From the very outset of modern ATS litigation, starting with the Second Circuit’s declaration in 1980 in Filartiga v. Pena-Irala that “the torturer has become—like the pirate and slave trader before him—hostis humani generis, an enemy of all mankind,”10 courts have looked to history to understand the obligations of the United States as a member of the international community.11 The Supreme Court, too, has consistently identified the importance of history in ATS jurisprudence since first considering the statute in the 2004 Sosa v. Alvarez-Machain decision.12 In the Court’s three subsequent ATS cases,13 history continued to animate the Justices’ debates on the central questions of extraterritoriality, corporate liability, and whether there are different rules for U.S. subjects under the ATS compared to foreign subjects.
Sosa is all about history. Indeed, the Court looked to historical materials to answer and shape all of the core holdings in the case.

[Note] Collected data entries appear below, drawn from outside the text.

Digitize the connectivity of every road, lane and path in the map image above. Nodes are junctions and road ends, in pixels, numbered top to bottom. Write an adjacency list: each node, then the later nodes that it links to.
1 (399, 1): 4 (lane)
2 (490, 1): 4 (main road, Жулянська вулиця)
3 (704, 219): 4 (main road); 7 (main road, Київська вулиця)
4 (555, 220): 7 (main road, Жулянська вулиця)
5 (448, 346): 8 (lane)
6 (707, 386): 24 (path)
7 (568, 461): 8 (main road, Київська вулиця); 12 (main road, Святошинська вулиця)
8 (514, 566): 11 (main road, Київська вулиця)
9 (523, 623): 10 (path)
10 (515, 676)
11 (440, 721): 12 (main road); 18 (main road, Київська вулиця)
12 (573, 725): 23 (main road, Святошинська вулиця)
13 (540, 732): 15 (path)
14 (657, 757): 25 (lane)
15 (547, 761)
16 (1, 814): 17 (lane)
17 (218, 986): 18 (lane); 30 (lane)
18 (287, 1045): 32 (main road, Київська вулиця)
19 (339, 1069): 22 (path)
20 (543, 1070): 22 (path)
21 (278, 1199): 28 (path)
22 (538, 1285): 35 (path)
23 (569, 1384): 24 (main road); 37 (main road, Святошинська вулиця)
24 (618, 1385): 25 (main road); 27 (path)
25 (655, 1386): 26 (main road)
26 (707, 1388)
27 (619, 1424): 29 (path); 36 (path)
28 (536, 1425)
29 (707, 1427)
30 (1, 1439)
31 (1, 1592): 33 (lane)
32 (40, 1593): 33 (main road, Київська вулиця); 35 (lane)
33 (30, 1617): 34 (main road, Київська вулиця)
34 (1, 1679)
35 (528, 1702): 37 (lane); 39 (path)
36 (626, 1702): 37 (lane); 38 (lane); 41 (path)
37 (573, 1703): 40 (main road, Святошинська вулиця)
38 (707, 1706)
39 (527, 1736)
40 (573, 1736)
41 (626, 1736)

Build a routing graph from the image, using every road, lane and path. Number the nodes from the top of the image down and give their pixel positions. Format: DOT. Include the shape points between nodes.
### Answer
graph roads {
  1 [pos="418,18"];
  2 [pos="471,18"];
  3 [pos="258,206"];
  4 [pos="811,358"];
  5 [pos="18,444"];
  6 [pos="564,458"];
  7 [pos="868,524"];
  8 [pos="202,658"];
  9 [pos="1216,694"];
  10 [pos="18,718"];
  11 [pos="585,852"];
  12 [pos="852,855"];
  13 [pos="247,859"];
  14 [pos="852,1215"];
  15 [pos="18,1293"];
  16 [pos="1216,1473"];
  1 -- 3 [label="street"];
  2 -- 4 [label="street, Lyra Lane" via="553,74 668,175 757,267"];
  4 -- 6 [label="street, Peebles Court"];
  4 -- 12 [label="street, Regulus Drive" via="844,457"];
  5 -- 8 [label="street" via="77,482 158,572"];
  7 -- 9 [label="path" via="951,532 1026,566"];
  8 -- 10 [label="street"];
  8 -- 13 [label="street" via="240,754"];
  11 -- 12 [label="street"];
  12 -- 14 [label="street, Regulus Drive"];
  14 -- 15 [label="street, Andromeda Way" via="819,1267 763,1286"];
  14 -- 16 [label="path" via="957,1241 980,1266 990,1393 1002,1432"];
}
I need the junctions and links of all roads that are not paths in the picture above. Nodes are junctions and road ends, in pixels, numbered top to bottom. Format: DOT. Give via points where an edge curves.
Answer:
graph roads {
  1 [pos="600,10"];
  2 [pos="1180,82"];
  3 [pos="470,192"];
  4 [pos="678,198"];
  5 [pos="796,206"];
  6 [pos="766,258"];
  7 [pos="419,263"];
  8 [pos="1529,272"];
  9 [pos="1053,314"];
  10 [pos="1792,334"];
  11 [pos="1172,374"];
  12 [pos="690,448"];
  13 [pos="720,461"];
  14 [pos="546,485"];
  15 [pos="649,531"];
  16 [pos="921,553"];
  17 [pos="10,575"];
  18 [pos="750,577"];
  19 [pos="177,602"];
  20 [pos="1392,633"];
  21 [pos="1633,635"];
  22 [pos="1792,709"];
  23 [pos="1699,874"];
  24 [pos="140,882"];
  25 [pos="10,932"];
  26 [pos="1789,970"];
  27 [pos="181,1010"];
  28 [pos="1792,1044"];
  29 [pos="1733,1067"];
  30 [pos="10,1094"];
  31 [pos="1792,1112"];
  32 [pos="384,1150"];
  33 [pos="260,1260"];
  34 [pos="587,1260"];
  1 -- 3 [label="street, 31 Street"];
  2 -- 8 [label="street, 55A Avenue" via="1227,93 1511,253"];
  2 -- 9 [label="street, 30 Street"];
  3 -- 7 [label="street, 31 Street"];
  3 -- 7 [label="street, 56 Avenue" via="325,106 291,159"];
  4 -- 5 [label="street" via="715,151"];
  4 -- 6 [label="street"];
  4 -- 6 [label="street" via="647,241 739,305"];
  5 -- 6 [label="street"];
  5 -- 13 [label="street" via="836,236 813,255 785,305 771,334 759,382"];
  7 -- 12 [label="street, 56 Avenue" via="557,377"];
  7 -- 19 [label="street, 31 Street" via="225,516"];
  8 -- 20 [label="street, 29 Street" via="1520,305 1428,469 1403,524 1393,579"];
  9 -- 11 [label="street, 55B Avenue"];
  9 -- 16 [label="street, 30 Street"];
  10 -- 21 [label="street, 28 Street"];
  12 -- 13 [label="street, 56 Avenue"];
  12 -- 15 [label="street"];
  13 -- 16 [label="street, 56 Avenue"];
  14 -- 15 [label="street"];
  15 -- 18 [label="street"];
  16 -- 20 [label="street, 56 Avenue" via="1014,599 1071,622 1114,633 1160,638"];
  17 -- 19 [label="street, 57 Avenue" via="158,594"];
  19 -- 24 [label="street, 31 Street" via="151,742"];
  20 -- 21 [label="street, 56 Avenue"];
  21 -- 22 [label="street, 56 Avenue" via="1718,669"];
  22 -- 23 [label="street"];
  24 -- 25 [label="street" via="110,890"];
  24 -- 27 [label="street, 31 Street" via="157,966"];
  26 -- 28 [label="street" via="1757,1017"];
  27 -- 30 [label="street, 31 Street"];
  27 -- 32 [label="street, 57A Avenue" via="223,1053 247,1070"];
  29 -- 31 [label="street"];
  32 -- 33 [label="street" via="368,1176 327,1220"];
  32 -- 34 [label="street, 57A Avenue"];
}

A unanimous Court relied on history to conclude that the Founding generation intended the statute to be given immediate “practical effect” to help the United States avoid being embroiled in foreign entanglements, including those resulting from private actors involved in law of nations violations.14 All nine Justices also agreed that history indicated that Congress meant to provide federal jurisdiction through the ATS for “a relatively modest set of actions,”15 and a six-Justice majority used history to define the standard of actionable ATS claims.16
In Part III of Sosa, which was joined by all nine Justices, Justice Souter chronicled the historical evidence to establish two interrelated principles: first, that the ATS was purely jurisdictional, and second, that it was nevertheless to be given “practical effect the moment it became law”17 and not be “placed on the shelf” to lie “fallow indefinitely.”18 Looking to history, including the fact that the ATS was part of the first Judiciary Act that was “otherwise exclusively concerned with federal-court jurisdiction,”19 the Justices agreed that the ATS was purely jurisdictional.20 As a purely jurisdictional statute, however, the question remained as to where a cause of action for international-law violations could originate. With the Sosa defendants arguing that an additional congressional statute was necessary to establish a cause of action and the plaintiff arguing that the cause of action came from the ATS itself, Souter chose a third approach to articulate the Court’s position—one advanced by professors of federal jurisdiction and legal history. The historians’ approach stated that “federal courts could entertain claims once the jurisdictional grant was on the books, because torts in violation of the law of nations would have been recognized within the common law of the time.”21 History was the deciding factor in the debate, said Souter: “We think history and practice give the edge to th[e] . . . position” that the statute should be given immediate effect with federal courts being able to recognize causes of action using their common law powers.22
Even as the Court noted the uncertainty of some jurists regarding the statute’s origins,23 the Justices agreed that history ultimately did clarify the purpose behind the enactment of the ATS. Two separate, infamous incidents involving an attack on a French diplomat in Philadelphia and the arrest of the Dutch Ambassador’s servant by a police constable in New York City during the preconstitutional period highlighted the impotency of the federal government to address international-law violations.24 Justice Souter also described the Continental Congress’s “preoccupation” with providing a federal judicial remedy for violations by private actors lest they lead to “serious” international affairs consequences for the young nation.25 Thus, the ATS had both a remedial purpose and a related purpose of upholding international law as a “civilized nation”26 in order to avoid foreign-affairs problems.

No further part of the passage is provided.